YemenEXtra
YemenExtra

UK’s True Role in Yemen’s Deadly War

479

YemenExtra

SH.A.

According to al-masirah.net, the Guardian has highlighted in a report written by Arron Merat the role of the United Kingdom in the deadly war on Yemen and the court’s decision on British arms exports to Saudi Arabia, which he said were illegal exports.

“Every day Yemen is hit by British bombs – dropped by British planes that are flown by British-trained pilots and maintained and prepared inside Saudi Arabia by thousands of British contractors,” he said.

Merit also referred to the shaky allegations made by British Prime Minister Jeremy Hunt and his statement that the United Kingdom is not a party to the Yemeni conflict, despite deploying RAF personnel to work as engineers, and to train Saudi pilots and targeteers.

“Under British law, it is illegal to license arms exports if they might be used deliberately or recklessly against civilians – or in legal terms, to violate international humanitarian law,” the report said. There is overwhelming evidence that the Saudis are flagrantly in violation, including air raids against schools, hospitals, markets, farms, and food storage sites, far from any military objective. War crimes are borne by British service personnel, including RAF liaison officers based in command and control centers in Saudi Arabia, it added.

The writer quoted a range of views regarding the British intervention to support Saudi Arabia in its war on Yemen, where Mark Latimer, Executive Director of the Center for Civil Rights Ceasefire said that in Iraq, Syria, and Yemen the UK government adopted a strategy to achieving military objectives (through or with) partner forces, while this strategy may limit the military exposure of the UK forces, but it should not limit the responsibility of the United Kingdom for assisting devastating violations against civilians.

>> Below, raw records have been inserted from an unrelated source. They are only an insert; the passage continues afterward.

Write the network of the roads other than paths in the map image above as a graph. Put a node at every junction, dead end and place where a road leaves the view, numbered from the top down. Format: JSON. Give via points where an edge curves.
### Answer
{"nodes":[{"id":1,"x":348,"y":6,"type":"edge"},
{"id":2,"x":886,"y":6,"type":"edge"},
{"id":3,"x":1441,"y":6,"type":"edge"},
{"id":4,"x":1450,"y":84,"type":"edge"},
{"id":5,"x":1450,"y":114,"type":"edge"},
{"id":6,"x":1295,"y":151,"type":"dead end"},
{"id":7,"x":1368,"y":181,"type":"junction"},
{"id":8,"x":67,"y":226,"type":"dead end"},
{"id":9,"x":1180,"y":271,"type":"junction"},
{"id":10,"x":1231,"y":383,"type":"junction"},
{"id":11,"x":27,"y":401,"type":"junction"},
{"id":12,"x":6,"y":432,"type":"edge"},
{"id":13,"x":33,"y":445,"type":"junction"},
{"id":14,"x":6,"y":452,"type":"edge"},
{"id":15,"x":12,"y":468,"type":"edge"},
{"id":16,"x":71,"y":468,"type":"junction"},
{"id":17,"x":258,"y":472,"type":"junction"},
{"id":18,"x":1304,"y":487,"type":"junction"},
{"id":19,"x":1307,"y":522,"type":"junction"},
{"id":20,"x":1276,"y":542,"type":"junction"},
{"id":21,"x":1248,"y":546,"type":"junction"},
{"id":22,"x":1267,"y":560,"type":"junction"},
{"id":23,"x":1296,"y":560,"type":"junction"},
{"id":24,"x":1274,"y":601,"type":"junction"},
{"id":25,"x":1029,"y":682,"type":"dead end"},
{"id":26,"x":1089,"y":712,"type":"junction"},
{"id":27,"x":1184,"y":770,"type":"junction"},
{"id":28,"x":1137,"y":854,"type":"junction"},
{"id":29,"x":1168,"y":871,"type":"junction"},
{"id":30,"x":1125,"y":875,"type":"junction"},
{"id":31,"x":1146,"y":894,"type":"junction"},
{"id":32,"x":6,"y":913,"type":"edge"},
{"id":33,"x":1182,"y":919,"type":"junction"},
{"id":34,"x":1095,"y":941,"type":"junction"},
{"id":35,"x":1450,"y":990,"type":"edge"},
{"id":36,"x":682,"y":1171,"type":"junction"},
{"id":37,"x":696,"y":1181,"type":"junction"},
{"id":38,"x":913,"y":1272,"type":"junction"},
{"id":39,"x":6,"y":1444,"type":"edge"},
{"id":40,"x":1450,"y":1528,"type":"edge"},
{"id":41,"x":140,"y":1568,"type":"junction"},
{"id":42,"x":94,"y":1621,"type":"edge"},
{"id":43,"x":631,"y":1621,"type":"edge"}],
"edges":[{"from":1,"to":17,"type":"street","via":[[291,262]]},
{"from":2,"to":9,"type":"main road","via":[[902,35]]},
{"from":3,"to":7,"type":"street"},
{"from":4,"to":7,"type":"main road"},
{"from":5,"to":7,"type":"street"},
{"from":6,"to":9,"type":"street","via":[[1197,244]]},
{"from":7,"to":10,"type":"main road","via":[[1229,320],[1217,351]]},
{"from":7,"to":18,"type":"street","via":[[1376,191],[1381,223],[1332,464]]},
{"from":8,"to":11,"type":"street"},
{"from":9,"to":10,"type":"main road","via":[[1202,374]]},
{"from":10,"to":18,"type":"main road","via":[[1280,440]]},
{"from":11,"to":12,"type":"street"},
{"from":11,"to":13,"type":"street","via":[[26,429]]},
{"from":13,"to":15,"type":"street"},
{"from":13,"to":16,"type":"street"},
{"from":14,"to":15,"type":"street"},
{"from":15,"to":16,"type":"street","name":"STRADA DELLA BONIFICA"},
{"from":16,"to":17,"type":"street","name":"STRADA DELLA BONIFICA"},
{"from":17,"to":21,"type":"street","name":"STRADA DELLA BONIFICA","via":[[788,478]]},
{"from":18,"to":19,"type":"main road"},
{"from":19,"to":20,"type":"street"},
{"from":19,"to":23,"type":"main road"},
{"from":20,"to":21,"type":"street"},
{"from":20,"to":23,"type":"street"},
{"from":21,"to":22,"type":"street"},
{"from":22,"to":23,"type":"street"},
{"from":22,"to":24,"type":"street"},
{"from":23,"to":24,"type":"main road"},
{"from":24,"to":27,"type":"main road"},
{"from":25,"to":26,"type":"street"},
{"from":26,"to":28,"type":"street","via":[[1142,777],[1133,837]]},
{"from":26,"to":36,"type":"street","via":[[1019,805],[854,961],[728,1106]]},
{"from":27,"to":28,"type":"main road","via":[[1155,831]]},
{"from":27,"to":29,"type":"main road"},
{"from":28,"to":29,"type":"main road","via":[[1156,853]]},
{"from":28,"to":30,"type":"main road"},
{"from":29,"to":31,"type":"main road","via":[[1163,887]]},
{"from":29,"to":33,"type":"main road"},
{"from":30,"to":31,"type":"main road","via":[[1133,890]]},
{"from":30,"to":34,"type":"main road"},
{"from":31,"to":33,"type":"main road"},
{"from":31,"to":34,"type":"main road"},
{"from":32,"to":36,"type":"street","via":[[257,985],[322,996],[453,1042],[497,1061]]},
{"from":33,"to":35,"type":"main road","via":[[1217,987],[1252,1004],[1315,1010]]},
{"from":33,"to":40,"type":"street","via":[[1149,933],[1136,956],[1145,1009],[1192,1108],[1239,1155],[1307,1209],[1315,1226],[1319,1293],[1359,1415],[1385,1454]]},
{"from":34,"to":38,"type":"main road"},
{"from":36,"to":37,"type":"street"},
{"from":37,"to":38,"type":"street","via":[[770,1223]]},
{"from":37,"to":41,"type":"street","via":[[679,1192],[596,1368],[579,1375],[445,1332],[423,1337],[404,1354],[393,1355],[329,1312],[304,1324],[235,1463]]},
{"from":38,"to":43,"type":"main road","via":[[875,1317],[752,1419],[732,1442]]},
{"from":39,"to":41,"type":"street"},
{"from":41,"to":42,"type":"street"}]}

“The Saudi bosses depend on BAE Systems,” Merat quoted John Deverell, a former MoD mandarin and defense attache to Saudi Arabia and Yemen, as saying. “They couldn’t do it without us.” A BAE employee recently put it more plainly to Channel 4’s Dispatches: “If we weren’t there, in seven to 14 days there wouldn’t be a jet in the sky.”

The report indicated that the British bombs that rain down on Yemen are produced in three towns: Glenrothes in Scotland, and Harlow and Stevenage in south-east England. Bombs roll off production lines owned by Raytheon UK and BAE Systems, firms contracted by the government to manufacture Paveway bombs (£22,000 apiece), Brimstone bombs (£105,000 apiece), and Storm Shadow cruise missiles (£790,000 apiece) for the Saudi Royal Air Force. BAE, under a government contract, also assembles the jets that drop these bombs in hangars just outside the village of Warton, Lancashire.

Once these weapons arrive in Saudi Arabia, Britain’s involvement is far from over, it added. “The Saudi military lacks the expertise to use these weapons to fight a sustained air war – so BAE, under another contract to the UK government, provides what is known as “in-country” services. In practice, this means that around 6,300 British contractors are stationed at forwarding operating bases in Saudi Arabia.”

There, the report said, they train Saudi pilots and conduct essential maintenance night and day on planes worn out from flying thousands of miles across the Saudi desert to their targets in Yemen. They also supervise Saudi soldiers to load bombs on to planes and set their fuses for their intended targets.

Around 80 serving RAF personnel work inside Saudi Arabia. Sometimes they work for BAE to assist in maintaining and preparing aircraft. At other times they work as auditors to ensure that BAE is fulfilling its Ministry of Defence contracts. Additional RAF “liaison officers” work inside the command-and-control center, from where targets in Yemen are selected.